Mary Lou Cameron, longtime board chairwoman and a retired educator from Deming, said she would have preferred to vote Friday to get rid of the prison stock but acknowledged that the board needs to “do it in the right way” and avoid running afoul of the constitutional mandates and statutory requirements that guide investment of the multibillion-dollar pension fund.

“Our fiduciary responsibility is to follow our rules, which are made to protect our funds for our retirement and we cannot do a wrong to make a right but we can continue to fight,” she said before voicing her concerns about the detention of children and others.

The board ordered the staff to research the issue over the coming months and craft language that would give members the opportunity to divest in certain funds going forward.

Previously, active management of the pension fund allowed for managers to make decisions regarding specific stocks. Officials said the lack of value and under performance prompted the board years ago to move toward what is known as passive management, relying for example on the S&P; to curate the stocks that make up the major index funds.

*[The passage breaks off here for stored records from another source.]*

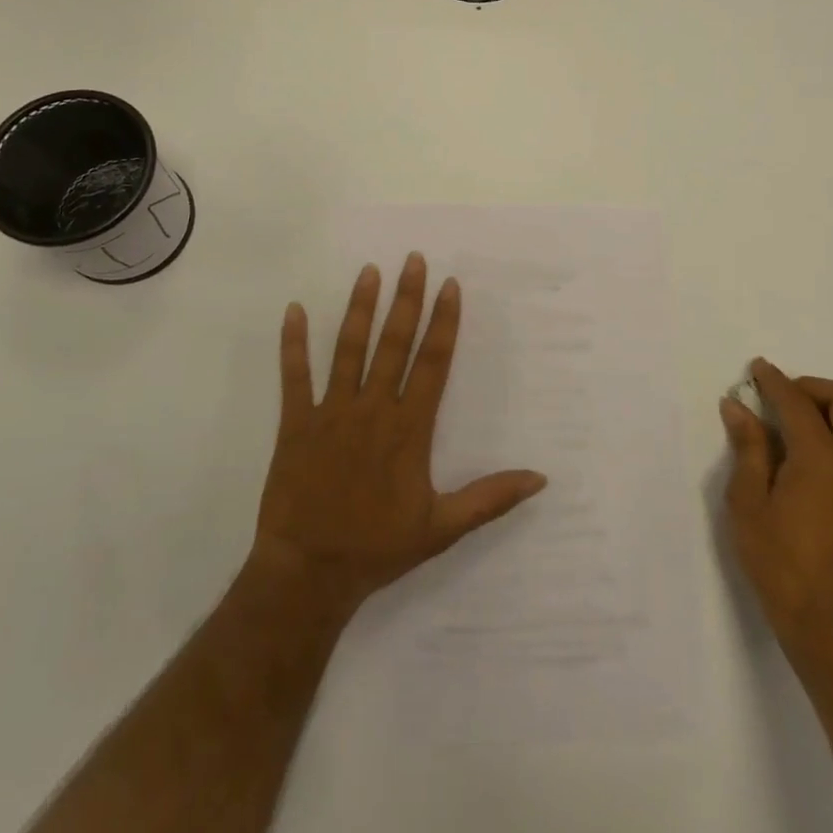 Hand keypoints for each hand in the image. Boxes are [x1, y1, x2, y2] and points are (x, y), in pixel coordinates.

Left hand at [250, 253, 547, 619]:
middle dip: (406, 299)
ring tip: (369, 271)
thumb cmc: (378, 547)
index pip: (432, 362)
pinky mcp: (296, 423)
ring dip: (359, 308)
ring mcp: (331, 412)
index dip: (444, 322)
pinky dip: (293, 343)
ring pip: (348, 349)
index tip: (449, 286)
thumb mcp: (442, 527)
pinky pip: (294, 376)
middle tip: (413, 260)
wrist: (309, 573)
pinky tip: (293, 309)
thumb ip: (490, 498)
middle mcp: (373, 409)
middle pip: (394, 343)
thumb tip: (540, 478)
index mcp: (409, 428)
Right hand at [720, 358, 832, 643]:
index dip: (774, 381)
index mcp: (821, 457)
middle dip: (813, 388)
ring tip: (807, 420)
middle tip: (781, 398)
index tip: (756, 368)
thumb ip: (748, 447)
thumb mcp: (748, 501)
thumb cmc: (777, 559)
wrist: (823, 618)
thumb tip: (737, 406)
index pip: (797, 403)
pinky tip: (825, 449) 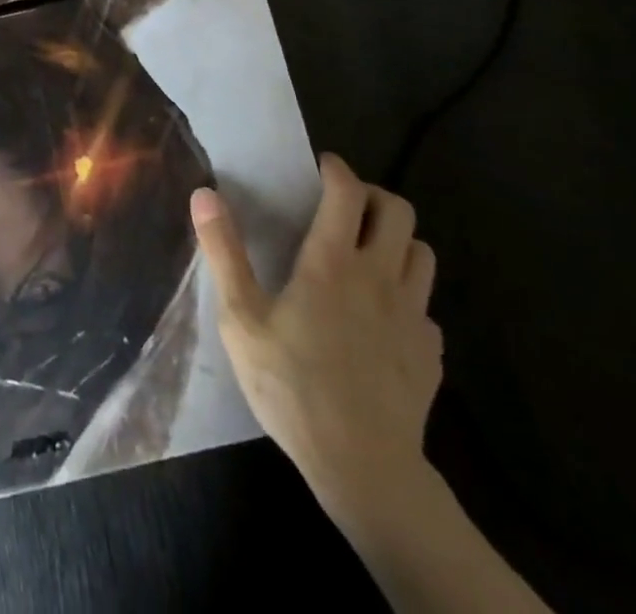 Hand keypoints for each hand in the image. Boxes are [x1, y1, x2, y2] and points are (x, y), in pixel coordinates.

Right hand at [191, 154, 442, 537]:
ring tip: (369, 254)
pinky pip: (426, 304)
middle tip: (345, 207)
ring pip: (422, 252)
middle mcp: (379, 275)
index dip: (336, 169)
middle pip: (398, 210)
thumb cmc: (293, 387)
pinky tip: (385, 318)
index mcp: (332, 261)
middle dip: (373, 195)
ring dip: (397, 241)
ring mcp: (412, 313)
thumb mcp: (242, 321)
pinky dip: (408, 296)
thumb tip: (205, 194)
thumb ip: (224, 253)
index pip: (347, 191)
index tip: (321, 168)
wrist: (363, 468)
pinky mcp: (430, 350) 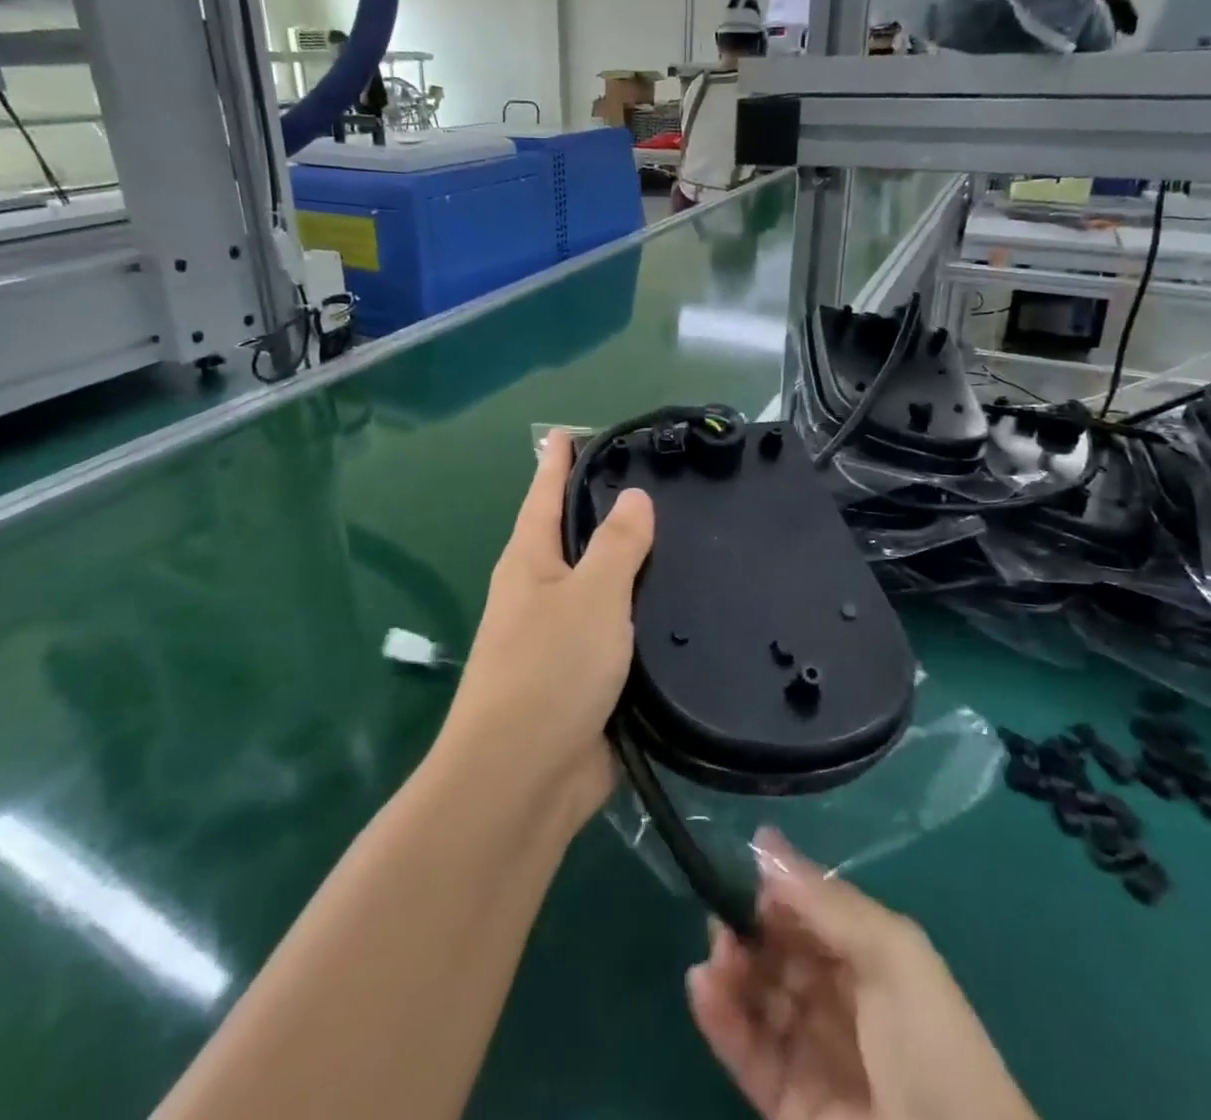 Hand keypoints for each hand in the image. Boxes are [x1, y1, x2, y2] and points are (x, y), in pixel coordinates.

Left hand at [438, 429, 654, 830]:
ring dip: (635, 569)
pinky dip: (647, 620)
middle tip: (664, 483)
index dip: (559, 459)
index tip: (578, 430)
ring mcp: (562, 638)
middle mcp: (541, 592)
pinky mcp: (587, 679)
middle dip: (609, 511)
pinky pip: (622, 635)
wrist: (523, 780)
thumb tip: (633, 497)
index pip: (545, 492)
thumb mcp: (590, 596)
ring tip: (688, 541)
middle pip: (576, 538)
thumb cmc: (548, 671)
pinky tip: (686, 609)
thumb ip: (617, 545)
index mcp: (530, 560)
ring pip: (605, 588)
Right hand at [687, 830, 1036, 1119]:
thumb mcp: (893, 956)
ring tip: (715, 960)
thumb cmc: (933, 1052)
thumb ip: (825, 901)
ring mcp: (814, 1057)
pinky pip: (748, 1053)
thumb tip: (764, 840)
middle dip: (748, 930)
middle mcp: (841, 1003)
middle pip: (779, 953)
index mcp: (873, 962)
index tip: (744, 873)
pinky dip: (721, 1019)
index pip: (811, 914)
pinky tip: (702, 988)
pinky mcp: (790, 1108)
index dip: (778, 893)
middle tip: (723, 922)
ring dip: (730, 971)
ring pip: (758, 998) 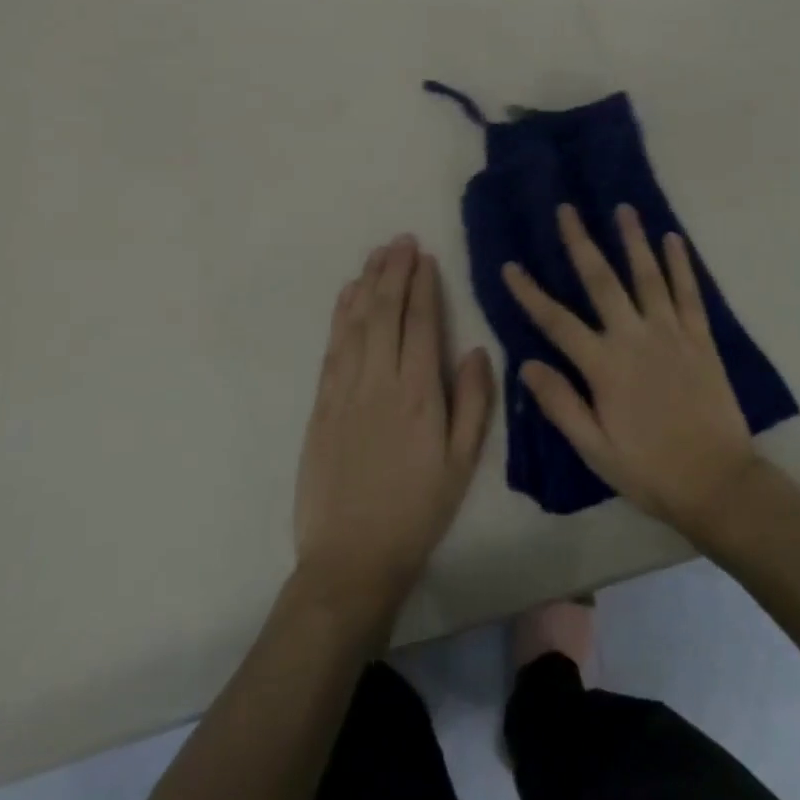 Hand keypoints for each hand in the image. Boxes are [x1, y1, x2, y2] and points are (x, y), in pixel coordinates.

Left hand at [294, 236, 494, 615]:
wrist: (351, 559)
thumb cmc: (418, 511)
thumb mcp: (462, 463)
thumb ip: (474, 402)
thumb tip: (477, 350)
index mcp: (420, 394)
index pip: (421, 324)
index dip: (422, 286)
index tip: (424, 257)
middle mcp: (380, 382)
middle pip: (385, 313)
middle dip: (394, 272)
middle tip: (400, 240)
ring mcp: (345, 392)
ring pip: (356, 323)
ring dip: (366, 284)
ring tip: (376, 254)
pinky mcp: (321, 406)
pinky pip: (332, 349)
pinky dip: (340, 316)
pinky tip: (347, 296)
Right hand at [502, 204, 758, 537]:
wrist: (717, 482)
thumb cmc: (650, 470)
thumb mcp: (594, 449)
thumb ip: (560, 404)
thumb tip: (526, 364)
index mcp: (604, 366)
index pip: (556, 322)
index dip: (530, 293)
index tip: (510, 265)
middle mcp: (635, 338)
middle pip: (602, 281)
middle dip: (581, 243)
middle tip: (567, 209)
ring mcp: (671, 333)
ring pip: (648, 276)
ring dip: (634, 240)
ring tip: (623, 209)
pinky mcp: (701, 338)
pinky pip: (689, 293)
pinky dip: (681, 264)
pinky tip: (673, 239) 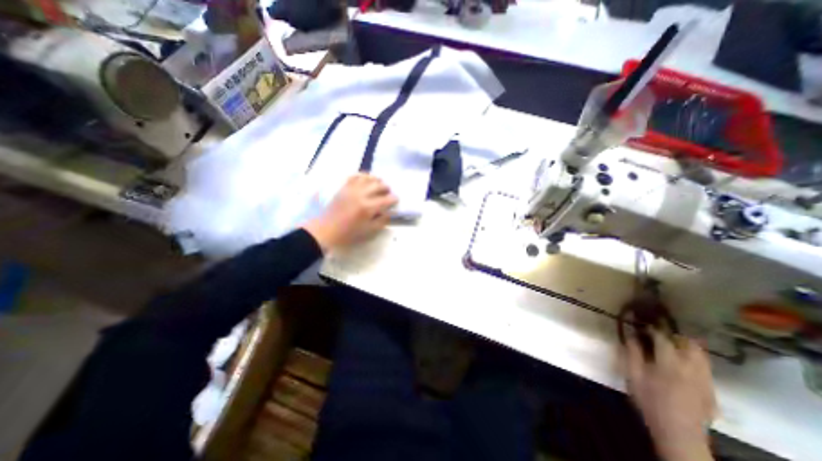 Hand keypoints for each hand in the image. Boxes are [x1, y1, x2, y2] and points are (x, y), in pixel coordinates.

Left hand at [306, 172, 400, 252]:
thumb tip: (388, 213)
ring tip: (379, 183)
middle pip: (378, 186)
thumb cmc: (349, 233)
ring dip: (376, 180)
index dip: (394, 199)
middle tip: (388, 192)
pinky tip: (366, 178)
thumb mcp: (369, 231)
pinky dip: (362, 175)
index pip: (386, 199)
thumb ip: (381, 221)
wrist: (327, 230)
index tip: (396, 200)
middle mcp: (361, 195)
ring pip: (367, 178)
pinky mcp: (343, 188)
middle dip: (386, 188)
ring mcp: (351, 189)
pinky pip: (354, 176)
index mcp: (368, 207)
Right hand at [627, 330, 717, 460]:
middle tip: (660, 335)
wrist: (678, 434)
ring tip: (673, 346)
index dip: (652, 329)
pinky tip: (683, 365)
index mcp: (669, 363)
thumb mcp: (633, 376)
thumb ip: (632, 353)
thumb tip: (631, 336)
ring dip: (687, 346)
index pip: (663, 338)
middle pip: (689, 344)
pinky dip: (695, 360)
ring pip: (702, 355)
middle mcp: (691, 368)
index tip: (643, 325)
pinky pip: (706, 368)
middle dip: (674, 336)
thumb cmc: (649, 401)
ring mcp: (706, 380)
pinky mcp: (712, 390) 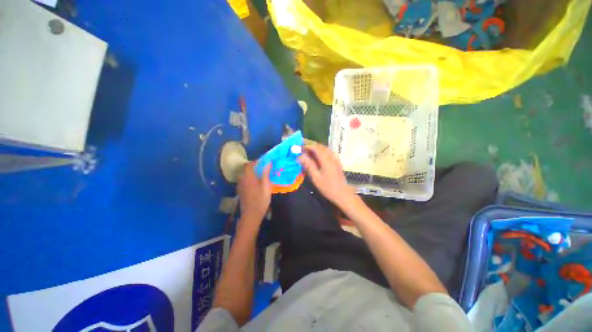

CoreCivic and GEO Group operate county jails and detention facilities for U.S. Immigration and Customs Enforcement in New Mexico and elsewhere. The companies’ stocks have been part of the S&P; 400, one of the many funds that are part of the retirement board’s portfolio.

The S&P; recently opted to remove CoreCivic from the index, a change that will take affect Monday, meaning pension funds will no longer be tied to that company.

As for GEO Group, the pension fund owns less than a fraction of 1% of the company through its stock holdings, said Bob Jacksha, the retirement board’s chief investment officer.

“If we divest, I just pose the question how much difference will that make. I think the real answer here is not at the individual company level. It is at the federal policy level on how we handle immigration. It is a political issue,” he said.

Financial advisers also cautioned the board from taking on the role of being a portfolio manager by making decisions on individual stocks. They pointed out language in the state constitution as well as state statutes that call for the board to be loyal to the interests of the fund’s beneficiaries and to be prudent in their decision-making.